Data items
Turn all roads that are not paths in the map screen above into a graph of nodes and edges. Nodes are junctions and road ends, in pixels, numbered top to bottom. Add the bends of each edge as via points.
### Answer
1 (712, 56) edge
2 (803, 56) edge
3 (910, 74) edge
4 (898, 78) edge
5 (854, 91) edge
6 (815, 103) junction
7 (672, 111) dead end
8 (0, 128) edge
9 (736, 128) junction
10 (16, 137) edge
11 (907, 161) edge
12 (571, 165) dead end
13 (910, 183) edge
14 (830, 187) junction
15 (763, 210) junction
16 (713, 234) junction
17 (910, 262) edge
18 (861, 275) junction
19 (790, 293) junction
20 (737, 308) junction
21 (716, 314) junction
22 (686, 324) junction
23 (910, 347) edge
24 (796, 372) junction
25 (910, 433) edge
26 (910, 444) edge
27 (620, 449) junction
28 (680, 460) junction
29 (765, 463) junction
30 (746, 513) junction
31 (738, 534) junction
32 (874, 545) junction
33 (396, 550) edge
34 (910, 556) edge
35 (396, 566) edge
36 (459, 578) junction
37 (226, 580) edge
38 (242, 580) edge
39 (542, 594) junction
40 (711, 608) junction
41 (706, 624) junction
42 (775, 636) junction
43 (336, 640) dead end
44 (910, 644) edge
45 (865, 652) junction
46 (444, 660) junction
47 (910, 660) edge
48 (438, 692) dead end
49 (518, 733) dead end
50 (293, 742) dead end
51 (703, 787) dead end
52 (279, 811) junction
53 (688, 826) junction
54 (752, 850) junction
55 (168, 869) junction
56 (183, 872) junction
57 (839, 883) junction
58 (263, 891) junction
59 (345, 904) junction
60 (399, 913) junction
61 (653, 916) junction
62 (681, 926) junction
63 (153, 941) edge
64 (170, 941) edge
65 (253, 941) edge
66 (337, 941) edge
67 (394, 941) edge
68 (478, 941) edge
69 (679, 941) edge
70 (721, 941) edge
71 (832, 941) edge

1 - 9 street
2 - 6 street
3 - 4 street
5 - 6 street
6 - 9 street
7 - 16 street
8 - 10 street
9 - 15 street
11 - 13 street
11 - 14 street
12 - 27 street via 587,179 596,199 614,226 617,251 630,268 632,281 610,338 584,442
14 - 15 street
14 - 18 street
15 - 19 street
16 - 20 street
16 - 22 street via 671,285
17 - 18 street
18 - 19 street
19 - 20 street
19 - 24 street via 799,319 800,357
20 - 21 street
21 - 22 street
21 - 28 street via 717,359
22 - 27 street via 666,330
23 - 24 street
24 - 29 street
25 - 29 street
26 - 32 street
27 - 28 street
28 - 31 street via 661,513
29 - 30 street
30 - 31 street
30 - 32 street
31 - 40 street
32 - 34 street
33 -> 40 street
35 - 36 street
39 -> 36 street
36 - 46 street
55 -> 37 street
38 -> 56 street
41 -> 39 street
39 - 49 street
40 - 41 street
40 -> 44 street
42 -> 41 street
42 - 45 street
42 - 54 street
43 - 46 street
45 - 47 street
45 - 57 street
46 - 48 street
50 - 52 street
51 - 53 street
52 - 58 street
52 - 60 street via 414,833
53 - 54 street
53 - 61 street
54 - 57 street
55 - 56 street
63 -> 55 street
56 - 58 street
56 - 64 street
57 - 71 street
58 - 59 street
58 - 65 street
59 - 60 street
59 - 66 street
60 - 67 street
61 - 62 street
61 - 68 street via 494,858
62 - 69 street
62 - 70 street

*Exercise description*. Examine each line of the records above and tally those with the string "dead". State the total alone.

*Solution to this task*. 7